Enfrentar a conjuntura adversa implica colocar em questão a legitimidade dessas forças que dominam o Estado e o usam contra os interesses dos cidadãos. Forças dominadas especialmente por homens, brancos, adultos e/ou idosos que, a partir da manipulação do argumento meritocrático e da autoridade estatal absoluta, querem criar uma sociedade como seu espelho, desprezando a pluralidade étnica, reproduzindo e reforçando a desigualdade econômica e social, tratando a natureza como fonte de recursos econômicos e controlando os corpos de forma autoritária e violenta.

A revolução democrática pela qual lutamos exige, em primeiro lugar, o direito dos sujeitos a viverem seus corpos e consciência de forma autônoma e autêntica. Nesse sentido, a desobediência civil é uma estratégia legitima quando o Estado deixa de cumprir seu papel republicano e passa a funcionar apenas para entender interesses e convicções ideológicas particulares. O que demanda a rebeldia ao poder do Estado de definir: a quem podemos amar e constituir família; as drogas que podemos escolher usar; o direito pleno da mulher ao seu corpo reprodutivo; como nos expressamos artisticamente; quem pode ser preso, por qual tipo de crime, de que forma e quando; a flexibilização dos princípios de um Estado laico.

No que concerne, por sua vez, ao campo estrutural, a radicalização democrática e republicana exige uma legislação tributária que diminua a desigualdade; a garantia plena dos direitos dos trabalhadores; a defesa ambiental contra os interesses de um capitalismo predatório; a garantia dos direitos sociais fundamentais, em particular a proteção dos mais vulneráveis socioeconomicamente e a construção de uma efetiva experiência republicana, que supere as formas de patrimonialismo institucional dominantes em nosso país.

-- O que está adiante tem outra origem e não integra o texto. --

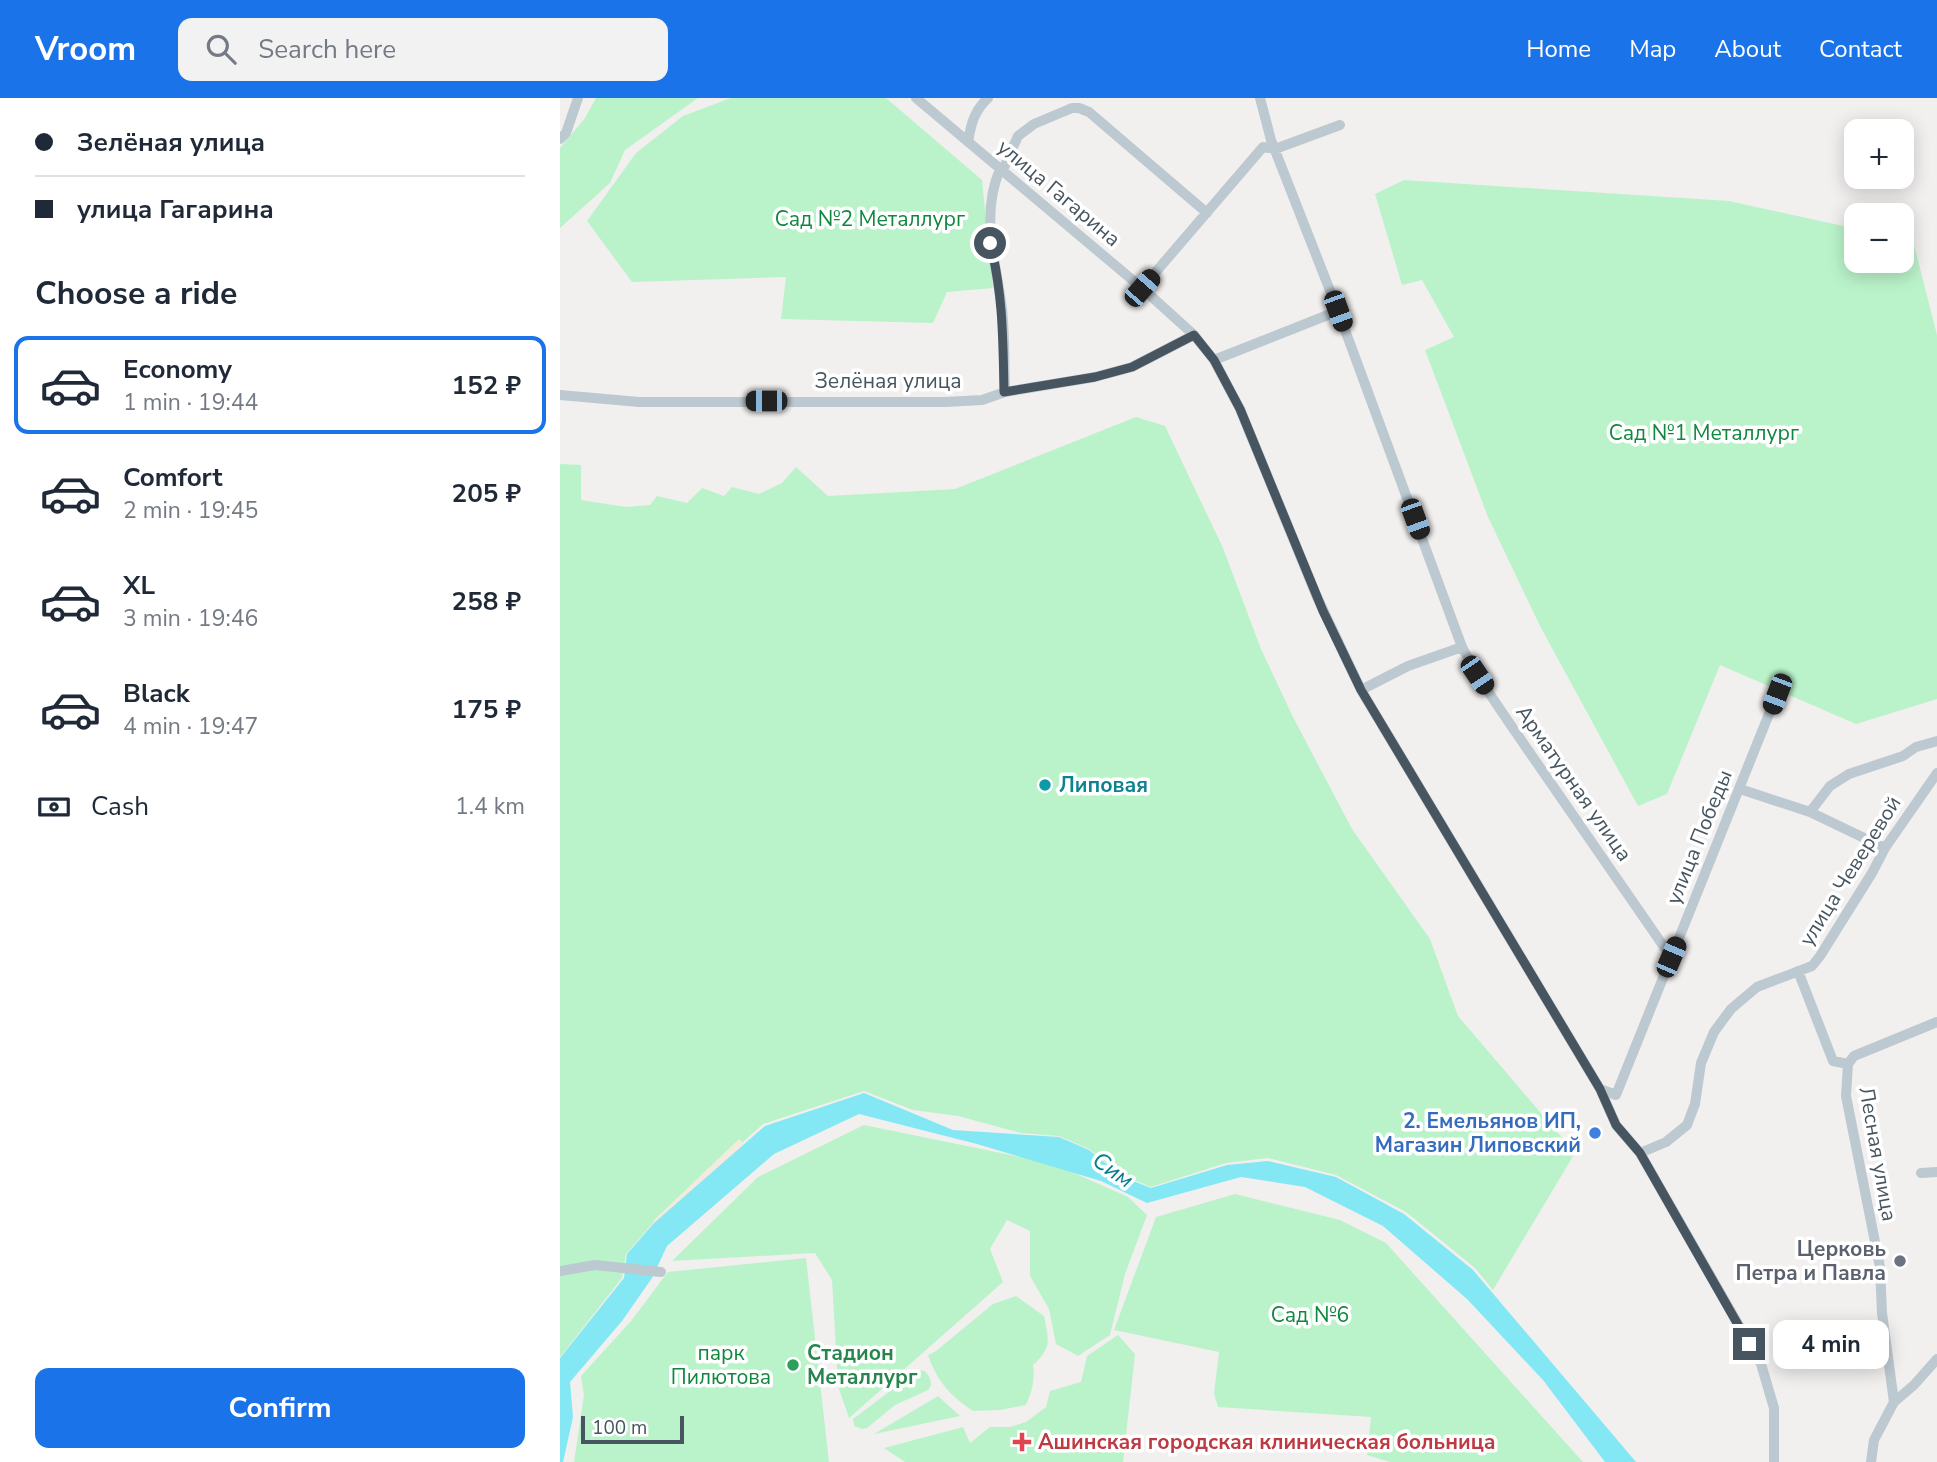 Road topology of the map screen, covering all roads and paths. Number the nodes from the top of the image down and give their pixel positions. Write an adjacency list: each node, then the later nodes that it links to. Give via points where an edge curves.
1 (579, 98): 6 (street)
2 (916, 98): 7 (street, улица Гагарина)
3 (988, 98): 7 (street, via 978,107)
4 (1260, 98): 8 (street, Арматурная улица)
5 (1340, 125): 8 (street)
6 (560, 139)
7 (968, 142): 9 (street, улица Гагарина)
8 (1275, 149): 10 (street, via 1263,147); 12 (street, Арматурная улица)
9 (1001, 171): 10 (street, via 1018,136 1034,124 1079,108); 11 (street, улица Гагарина); 15 (street, via 993,185 988,218 998,273)
10 (1207, 213): 11 (street)
11 (1142, 288): 13 (street, улица Гагарина)
12 (1338, 311): 14 (street); 17 (street, Арматурная улица)
13 (1194, 335): 14 (street, улица Гагарина); 15 (street, Зелёная улица, via 1132,367)
14 (1214, 360): 18 (street, улица Гагарина, via 1240,409 1329,625)
15 (1004, 392): 16 (street, Зелёная улица, via 982,400 945,402 639,402)
16 (560, 395)
17 (1462, 647): 18 (street, via 1408,666); 25 (street, Арматурная улица)
18 (1361, 690): 29 (street, улица Гагарина)
19 (1777, 694): 22 (street, улица Победы)
20 (1937, 741): 23 (street, улица Чеверевой, via 1849,774 1830,786)
21 (1937, 773): 24 (street, улица Чеверевой)
22 (1740, 789): 23 (street); 25 (street, улица Победы)
23 (1810, 813): 24 (street)
24 (1885, 848): 26 (street, улица Чеверевой, via 1820,956 1812,966)
25 (1671, 957): 29 (street, улица Победы, via 1616,1095)
26 (1798, 971): 28 (street, Лесная улица, via 1833,1061); 30 (street, улица Чеверевой, via 1757,987 1731,1009 1714,1032 1701,1063 1687,1125)
27 (1937, 1022): 28 (street, via 1854,1056)
28 (1848, 1064): 36 (street, Лесная улица, via 1846,1096 1880,1267)
29 (1600, 1089): 30 (street, улица Гагарина, via 1616,1125)
30 (1640, 1153): 37 (street, улица Гагарина, via 1761,1364 1774,1408)
31 (1937, 1172): 32 (street)
32 (1921, 1173)
33 (560, 1271): 34 (street, via 615,1265)
34 (662, 1272)
35 (1937, 1359): 36 (street)
36 (1894, 1402): 38 (street, via 1874,1440)
37 (1774, 1462)
38 (1871, 1462) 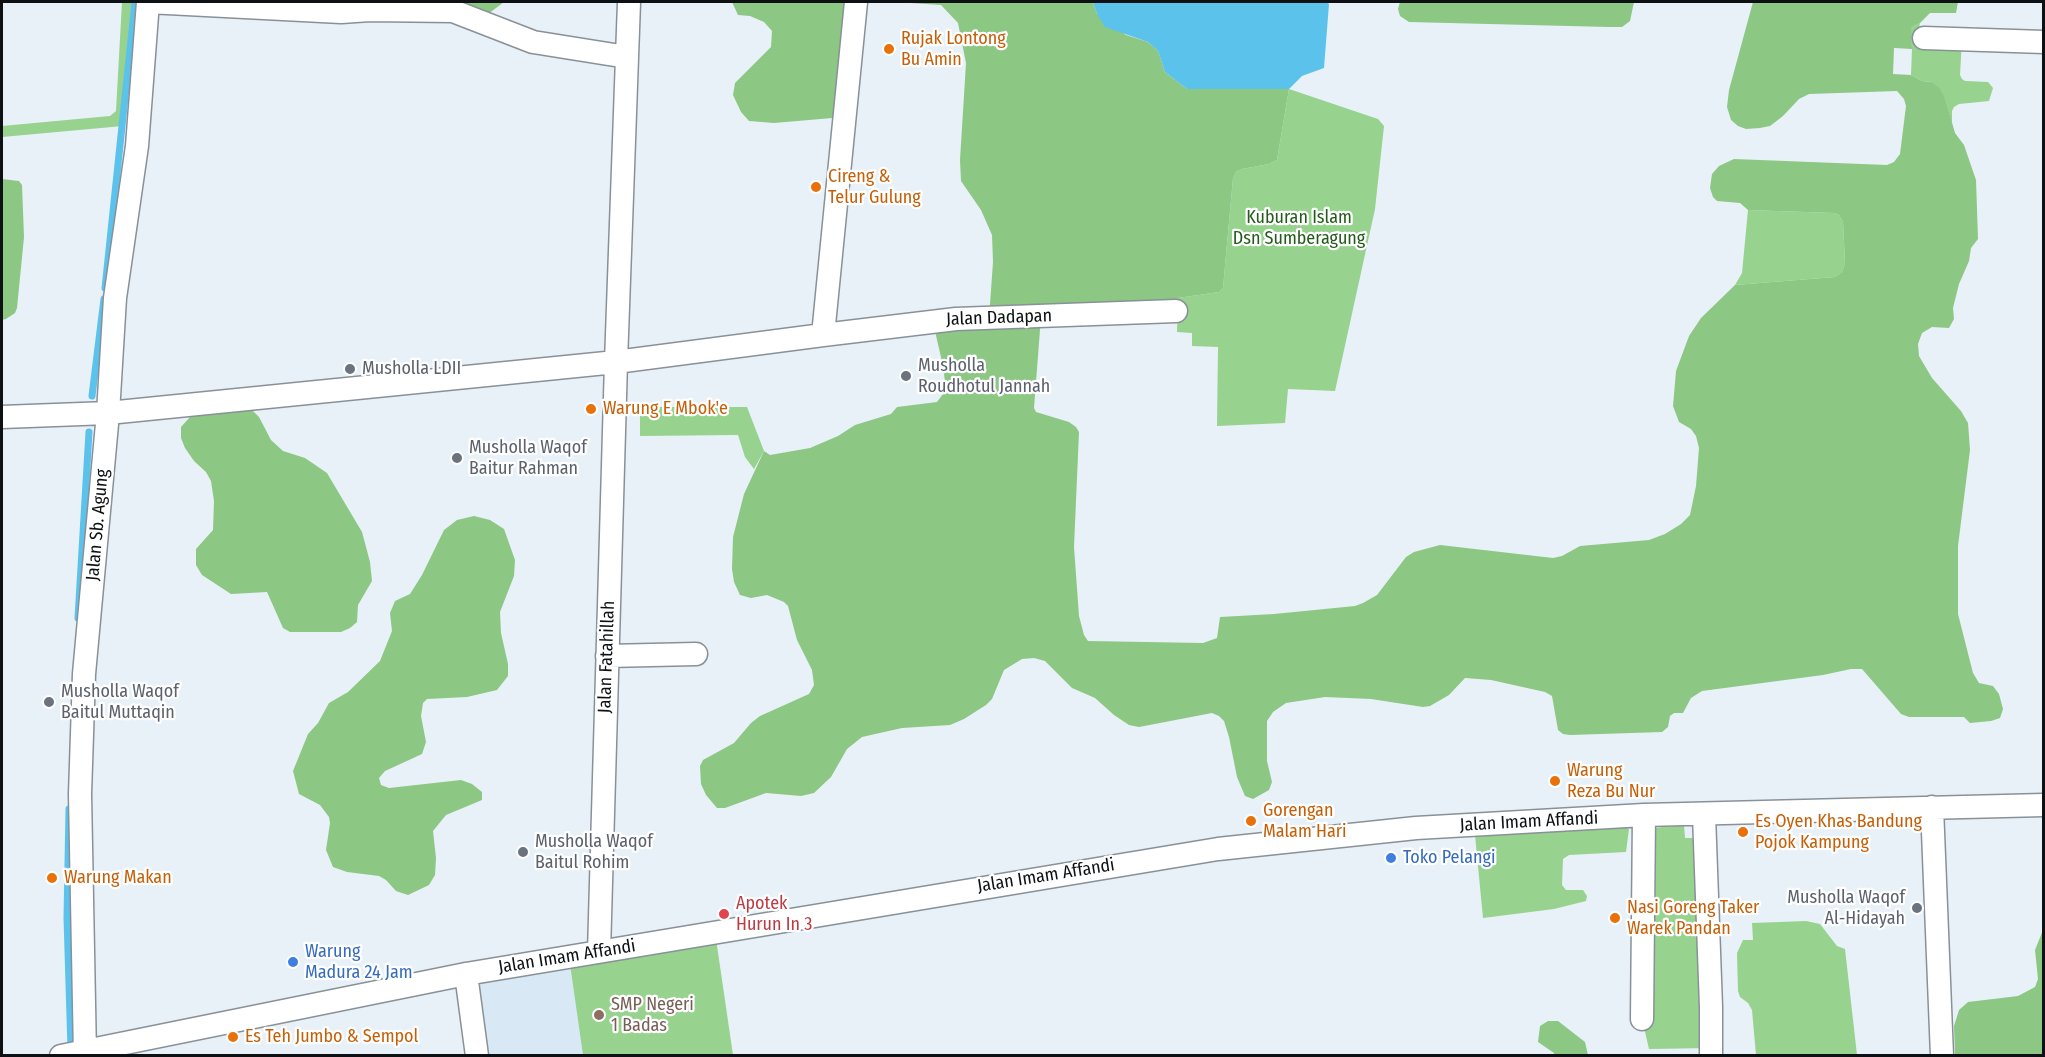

Considerando o exposto, construir o programa democrático e republicano não é tarefa para um partido ou grupo social específico, mas decorre da progressiva concertação de todas os sujeitos, organizações e coletivos comprometidos com a emancipação plena dos cidadãos brasileiros, fazendo o bom combate aos grupos conservadores em todos os campos sociais, sem ter o ódio e a intolerância como bases de sua ação, mas sim a convivência fraterna e a prática democrática como princípios básicos da ação na vida.

*Jailson de Souza e Silva é Fundador do Observatório de Favelas e diretor geral do Instituto Maria e João Aleixo.